As the long-awaited Consultation into the “Off-payroll working rules from April 2020” for the private sector draws to a close on 28th May 2019, there are many questions that remain unanswered.
The following are some FAQs and myths that should help debunk the mystery and allow businesses to start planning their approach to the reforms.
What are the “Off-payroll” reforms?
The changes will see responsibility for determining whether an engagement falls within the ‘IR35’ regime moving from the worker’s Personal Service Company (PSC) to the end-user (including where PSCs are engaged via an agency).
Why are things changing?
“IR35” was originally introduced in 1999 in response to concern over false self-employment and the impact to the Exchequer. The government believes that less than 10% of PSCs who should comply with the IR35 legislation currently do, at a cost of over £1billion in unpaid taxes and National Insurance (NIC) although evidence of this number has been hard to come by.
Public Sector reforms were introduced in April 2017 to help tackle this supposed non-compliance.
When will the private sector changes happen?
The proposed date for the legislative changes is 6th April 2020. Many are campaigning through the Consultation process to have that date extended to 2021 at the earliest, and others believe that the outcome of Brexit will ultimately determine whether anything happens. Key dates to be aware of are draft legislation in July and the November budget.
HMRC aren’t winning any IR35 cases though?
Exactly! Despite several high-profile losses, including the Lorraine Kelly and Kaye Adams cases, HMRC will persevere with the changes because they can’t get it right. It pushes the obligation and liability on to businesses, who by nature will take a more cautious approach to risk and determine those “grey area” cases as “inside IR35”, effectively doing HMRC’s job for them.
I’m a “small company”, can I ignore this?
The government is proposing to apply the changes to businesses who are defined as not small under the Companies Act definition 2006 (turnover of less than £10.2million, assets of £5.1million or less and fewer than 50 employees).

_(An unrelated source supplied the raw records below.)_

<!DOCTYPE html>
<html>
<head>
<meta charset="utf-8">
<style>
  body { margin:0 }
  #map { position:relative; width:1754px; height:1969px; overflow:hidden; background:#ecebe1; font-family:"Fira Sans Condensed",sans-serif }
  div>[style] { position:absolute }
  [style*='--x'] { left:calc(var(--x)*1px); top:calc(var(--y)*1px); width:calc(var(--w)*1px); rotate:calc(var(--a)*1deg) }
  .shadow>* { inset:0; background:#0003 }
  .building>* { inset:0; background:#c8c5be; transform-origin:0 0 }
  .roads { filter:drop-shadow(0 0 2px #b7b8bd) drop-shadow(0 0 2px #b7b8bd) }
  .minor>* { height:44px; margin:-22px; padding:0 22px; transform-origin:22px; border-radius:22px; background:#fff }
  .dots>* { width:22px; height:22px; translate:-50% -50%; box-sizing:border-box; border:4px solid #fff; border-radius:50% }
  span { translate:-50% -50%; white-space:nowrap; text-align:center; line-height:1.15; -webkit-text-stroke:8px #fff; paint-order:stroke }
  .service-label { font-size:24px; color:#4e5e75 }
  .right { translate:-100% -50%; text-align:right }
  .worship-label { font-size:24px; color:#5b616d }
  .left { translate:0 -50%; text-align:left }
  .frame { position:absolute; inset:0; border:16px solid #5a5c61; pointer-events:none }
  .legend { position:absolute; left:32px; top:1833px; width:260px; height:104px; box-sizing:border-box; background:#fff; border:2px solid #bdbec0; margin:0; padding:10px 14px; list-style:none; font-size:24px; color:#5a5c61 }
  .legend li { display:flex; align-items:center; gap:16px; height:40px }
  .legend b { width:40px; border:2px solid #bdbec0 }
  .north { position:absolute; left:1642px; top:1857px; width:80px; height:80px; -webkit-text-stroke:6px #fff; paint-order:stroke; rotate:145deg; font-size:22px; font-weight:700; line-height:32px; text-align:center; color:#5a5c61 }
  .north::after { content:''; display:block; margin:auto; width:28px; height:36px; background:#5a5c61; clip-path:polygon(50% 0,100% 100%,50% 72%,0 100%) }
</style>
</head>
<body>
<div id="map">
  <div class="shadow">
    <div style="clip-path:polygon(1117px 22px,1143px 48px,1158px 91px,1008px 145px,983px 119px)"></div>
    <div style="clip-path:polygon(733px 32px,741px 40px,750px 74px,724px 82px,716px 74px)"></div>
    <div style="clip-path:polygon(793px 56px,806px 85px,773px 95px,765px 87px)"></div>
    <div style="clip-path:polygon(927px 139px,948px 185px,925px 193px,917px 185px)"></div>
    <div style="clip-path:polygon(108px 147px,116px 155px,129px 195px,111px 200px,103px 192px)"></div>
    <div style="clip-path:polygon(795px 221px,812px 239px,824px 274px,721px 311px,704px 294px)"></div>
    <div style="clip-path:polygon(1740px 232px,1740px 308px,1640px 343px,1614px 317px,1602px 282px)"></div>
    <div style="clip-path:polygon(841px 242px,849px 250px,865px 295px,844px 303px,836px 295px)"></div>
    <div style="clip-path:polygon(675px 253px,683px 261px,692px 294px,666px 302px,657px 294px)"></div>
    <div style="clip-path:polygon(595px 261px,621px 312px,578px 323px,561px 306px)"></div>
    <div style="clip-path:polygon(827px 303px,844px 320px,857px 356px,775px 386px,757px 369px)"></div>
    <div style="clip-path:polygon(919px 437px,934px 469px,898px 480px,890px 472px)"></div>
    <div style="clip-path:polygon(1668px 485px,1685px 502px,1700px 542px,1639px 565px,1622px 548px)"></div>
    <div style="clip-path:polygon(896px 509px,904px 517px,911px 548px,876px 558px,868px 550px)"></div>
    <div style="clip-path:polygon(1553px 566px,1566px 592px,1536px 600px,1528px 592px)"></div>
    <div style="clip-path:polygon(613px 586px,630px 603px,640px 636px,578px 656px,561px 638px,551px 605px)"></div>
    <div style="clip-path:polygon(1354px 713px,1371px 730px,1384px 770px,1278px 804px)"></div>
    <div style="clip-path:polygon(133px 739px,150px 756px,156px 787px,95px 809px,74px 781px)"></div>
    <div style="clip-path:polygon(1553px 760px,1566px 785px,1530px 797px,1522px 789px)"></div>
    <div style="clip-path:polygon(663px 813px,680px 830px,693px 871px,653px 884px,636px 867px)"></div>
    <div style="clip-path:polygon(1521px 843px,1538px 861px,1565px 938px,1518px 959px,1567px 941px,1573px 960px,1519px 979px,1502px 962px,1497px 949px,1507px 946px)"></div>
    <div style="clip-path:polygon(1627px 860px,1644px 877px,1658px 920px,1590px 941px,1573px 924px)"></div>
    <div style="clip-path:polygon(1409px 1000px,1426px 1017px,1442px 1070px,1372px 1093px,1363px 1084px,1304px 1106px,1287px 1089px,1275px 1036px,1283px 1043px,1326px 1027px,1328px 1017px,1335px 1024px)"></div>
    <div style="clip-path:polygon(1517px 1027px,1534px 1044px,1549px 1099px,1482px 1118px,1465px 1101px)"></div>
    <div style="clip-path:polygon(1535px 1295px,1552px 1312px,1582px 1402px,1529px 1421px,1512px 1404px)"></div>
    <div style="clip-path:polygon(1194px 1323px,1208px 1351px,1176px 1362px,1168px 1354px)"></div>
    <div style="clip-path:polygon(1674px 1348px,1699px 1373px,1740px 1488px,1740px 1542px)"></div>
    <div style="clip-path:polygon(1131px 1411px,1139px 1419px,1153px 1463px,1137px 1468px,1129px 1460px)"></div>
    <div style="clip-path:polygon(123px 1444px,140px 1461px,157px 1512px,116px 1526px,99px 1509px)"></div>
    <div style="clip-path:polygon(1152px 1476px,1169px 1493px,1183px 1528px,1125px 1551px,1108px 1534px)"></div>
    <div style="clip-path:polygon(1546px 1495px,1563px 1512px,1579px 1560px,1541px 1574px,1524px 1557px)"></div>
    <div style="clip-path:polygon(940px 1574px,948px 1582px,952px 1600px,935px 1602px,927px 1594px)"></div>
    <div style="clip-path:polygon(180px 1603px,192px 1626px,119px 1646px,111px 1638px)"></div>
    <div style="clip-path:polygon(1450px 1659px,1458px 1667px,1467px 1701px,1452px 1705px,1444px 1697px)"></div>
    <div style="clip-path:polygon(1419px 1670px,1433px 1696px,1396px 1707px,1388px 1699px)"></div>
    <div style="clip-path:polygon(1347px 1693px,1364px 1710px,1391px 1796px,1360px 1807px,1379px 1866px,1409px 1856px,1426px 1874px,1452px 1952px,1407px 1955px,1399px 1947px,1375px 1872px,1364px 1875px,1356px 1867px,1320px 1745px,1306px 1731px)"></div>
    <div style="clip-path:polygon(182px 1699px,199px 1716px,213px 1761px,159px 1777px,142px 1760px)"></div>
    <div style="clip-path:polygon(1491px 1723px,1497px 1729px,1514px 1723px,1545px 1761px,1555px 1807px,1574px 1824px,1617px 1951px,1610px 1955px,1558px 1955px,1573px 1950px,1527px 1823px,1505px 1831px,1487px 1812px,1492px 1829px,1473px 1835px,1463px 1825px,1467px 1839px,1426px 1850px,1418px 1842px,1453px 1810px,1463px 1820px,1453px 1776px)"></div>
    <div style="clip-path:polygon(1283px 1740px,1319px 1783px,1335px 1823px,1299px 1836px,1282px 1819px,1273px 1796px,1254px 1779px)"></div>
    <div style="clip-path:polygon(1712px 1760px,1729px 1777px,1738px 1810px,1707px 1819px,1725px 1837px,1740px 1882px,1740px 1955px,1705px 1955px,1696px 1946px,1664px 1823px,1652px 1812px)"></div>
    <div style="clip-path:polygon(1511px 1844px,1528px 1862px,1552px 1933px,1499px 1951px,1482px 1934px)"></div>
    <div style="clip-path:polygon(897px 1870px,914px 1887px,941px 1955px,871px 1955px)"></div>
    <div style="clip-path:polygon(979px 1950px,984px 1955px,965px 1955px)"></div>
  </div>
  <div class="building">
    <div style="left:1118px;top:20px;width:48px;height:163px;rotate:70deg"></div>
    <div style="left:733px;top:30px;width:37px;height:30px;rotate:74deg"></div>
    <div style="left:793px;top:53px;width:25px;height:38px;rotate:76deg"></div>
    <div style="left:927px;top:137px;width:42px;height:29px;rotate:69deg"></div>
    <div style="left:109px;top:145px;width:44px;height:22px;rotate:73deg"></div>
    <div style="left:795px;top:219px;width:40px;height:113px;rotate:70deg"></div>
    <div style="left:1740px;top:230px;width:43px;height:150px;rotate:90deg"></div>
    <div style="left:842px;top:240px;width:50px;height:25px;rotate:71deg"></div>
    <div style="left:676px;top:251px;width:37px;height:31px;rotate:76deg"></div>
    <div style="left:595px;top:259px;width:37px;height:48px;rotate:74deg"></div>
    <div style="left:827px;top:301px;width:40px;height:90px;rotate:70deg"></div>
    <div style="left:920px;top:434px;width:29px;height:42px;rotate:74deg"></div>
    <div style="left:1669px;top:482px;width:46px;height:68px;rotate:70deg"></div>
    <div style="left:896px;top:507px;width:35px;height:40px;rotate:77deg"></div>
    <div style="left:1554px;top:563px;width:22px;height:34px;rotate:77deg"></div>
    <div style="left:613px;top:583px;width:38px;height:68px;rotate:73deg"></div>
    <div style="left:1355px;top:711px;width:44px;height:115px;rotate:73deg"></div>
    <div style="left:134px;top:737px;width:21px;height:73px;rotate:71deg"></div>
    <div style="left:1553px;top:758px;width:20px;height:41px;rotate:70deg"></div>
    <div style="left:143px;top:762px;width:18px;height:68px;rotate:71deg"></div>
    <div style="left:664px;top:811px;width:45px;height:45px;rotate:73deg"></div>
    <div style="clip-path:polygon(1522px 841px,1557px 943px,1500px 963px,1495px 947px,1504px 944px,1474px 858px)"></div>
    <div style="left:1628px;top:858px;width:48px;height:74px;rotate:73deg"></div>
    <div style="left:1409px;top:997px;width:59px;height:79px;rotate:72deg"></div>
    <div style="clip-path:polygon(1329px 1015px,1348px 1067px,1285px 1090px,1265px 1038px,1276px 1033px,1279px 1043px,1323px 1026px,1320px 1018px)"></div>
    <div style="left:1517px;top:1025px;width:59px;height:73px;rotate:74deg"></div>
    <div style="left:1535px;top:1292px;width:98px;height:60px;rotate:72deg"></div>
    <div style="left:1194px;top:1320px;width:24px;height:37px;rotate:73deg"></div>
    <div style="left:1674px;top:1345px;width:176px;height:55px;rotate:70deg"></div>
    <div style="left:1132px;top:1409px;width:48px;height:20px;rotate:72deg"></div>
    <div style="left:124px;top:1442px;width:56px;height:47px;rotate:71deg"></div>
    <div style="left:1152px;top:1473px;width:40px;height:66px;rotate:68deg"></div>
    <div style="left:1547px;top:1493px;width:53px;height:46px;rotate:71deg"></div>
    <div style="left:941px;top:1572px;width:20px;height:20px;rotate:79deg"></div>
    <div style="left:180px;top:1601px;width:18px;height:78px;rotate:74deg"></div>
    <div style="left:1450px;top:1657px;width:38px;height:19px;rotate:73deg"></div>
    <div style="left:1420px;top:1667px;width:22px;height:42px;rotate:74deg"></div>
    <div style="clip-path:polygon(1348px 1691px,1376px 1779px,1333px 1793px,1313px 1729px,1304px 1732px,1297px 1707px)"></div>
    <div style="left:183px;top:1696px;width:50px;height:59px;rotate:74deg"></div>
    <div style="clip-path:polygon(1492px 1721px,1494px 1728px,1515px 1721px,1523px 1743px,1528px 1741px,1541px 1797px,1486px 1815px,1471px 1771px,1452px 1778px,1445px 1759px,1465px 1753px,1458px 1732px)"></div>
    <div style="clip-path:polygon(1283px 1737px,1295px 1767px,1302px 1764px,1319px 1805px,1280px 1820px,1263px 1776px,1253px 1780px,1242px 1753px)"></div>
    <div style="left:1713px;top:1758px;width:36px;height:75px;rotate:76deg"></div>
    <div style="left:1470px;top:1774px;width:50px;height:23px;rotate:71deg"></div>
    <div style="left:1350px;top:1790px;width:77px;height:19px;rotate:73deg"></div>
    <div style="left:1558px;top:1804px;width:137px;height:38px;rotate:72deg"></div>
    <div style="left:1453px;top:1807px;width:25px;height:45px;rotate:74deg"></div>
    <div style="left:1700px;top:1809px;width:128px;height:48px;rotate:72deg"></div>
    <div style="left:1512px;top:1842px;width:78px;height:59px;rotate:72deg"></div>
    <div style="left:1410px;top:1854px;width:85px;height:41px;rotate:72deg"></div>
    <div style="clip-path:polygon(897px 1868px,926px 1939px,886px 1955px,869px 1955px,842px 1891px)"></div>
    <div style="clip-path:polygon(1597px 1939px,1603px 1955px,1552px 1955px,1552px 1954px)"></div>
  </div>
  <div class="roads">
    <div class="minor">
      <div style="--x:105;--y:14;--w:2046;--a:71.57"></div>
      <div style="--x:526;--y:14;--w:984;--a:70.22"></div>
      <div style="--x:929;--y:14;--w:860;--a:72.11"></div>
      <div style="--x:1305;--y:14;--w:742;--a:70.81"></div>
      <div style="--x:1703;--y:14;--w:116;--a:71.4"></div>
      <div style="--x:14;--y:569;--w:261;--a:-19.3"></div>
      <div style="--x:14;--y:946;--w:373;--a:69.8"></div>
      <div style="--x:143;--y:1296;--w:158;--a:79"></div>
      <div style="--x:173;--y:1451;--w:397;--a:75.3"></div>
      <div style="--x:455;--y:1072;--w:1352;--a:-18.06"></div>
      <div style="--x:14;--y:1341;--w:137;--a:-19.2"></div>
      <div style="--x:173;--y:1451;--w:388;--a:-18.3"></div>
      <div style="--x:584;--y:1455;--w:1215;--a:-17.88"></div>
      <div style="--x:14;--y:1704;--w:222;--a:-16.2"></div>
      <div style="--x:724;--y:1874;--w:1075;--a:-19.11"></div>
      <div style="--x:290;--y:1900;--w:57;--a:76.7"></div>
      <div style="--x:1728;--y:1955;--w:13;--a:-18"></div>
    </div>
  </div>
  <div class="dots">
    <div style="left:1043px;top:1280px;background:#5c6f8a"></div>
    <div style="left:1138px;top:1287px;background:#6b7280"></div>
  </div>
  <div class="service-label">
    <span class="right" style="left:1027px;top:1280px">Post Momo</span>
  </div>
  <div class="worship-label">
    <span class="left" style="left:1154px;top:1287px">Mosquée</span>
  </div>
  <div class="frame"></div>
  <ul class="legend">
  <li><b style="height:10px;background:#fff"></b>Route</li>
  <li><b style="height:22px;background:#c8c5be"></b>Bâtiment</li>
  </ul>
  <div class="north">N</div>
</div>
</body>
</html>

However, it must be the end-user, i.e. the client utilising the PSC’s services which is small, and rest assured there will be a series of anti-avoidance measures implemented to counter any arrangements designed to bypass the legislation.
Will this mean changes to contractor rates?
With new liabilities to be borne across employers NIC and the apprenticeship levy, as well as the income tax and employees NIC being due, there will be an impact to rates and it will need to be determined where that hit lies. If the contractor is to bear the whole burden, then businesses must begin negotiating now – you cannot simply deduct these additional costs from the contractor.
What about Historical Liability?
This has been an area of major concern for PSCs who are concerned that any “inside IR35” determinations applied from April 2020 will be used by HMRC to open an enquiry into their previous “outside IR35” reporting. Any historic liability will remain with the PSC, and whilst HMRC have said the reforms are not retrospective and won’t automatically trigger an enquiry into earlier years, they haven’t categorically confirmed they won’t use this information to their advantage and we can’t rely on this unless it is written into the legislation.
HMRC will keep us right though, won’t they?
HMRC’s check employment status tool (“CEST”) was deemed worthless by a judge in determining IR35 status, and coupled with the fact that some of the public sector guidance remains factually and legislatively incorrect over 2 years after release, alongside HMRC’s recent publication on how to get ready for the changes being less than half a page of A4, it would be a mistake for businesses to believe that HMRC have the answers.
With less than a year to go, business must take action now and seek professional advice to ensure they are ready for reforms and have the correct process and procedures in place to ensure compliance whilst also remaining competitive in a tough marketplace.
What about IR35 and the Construction Industry Scheme?
Due to the temporary nature of projects in the construction industry, many construction companies use a large number of contractors. Those who pay subcontractors to deliver their construction work are already required to register and report under the Construction Industry Scheme “CIS”, which requires them to deduct a sum from their payments to their subcontractors and report on a monthly basis to HMRC. This is then paid over to HMRC as part of the subcontractor’s tax contributions.
The changes to the IR35 rules apply to medium and large sized private sector companies which will mean a large majority of construction companies will be required to apply these rules. Even though companies under CIS are deducting partial contributions towards the contractor’s liabilities, the IR35 reform effective April 2021 means they will need to be increasingly aware of the details of their contractors contracts as well as considering their working practices to determine if IR35 applies or now. Reviews of current contracting arrangements in place must begin immediately, as it is the end-user of the subcontractor’s services responsibility to determine whether their contractors fall inside or outside IR35. Engagements that are deemed inside IR35 and deductions required as a result will take precedence over the CIS rules.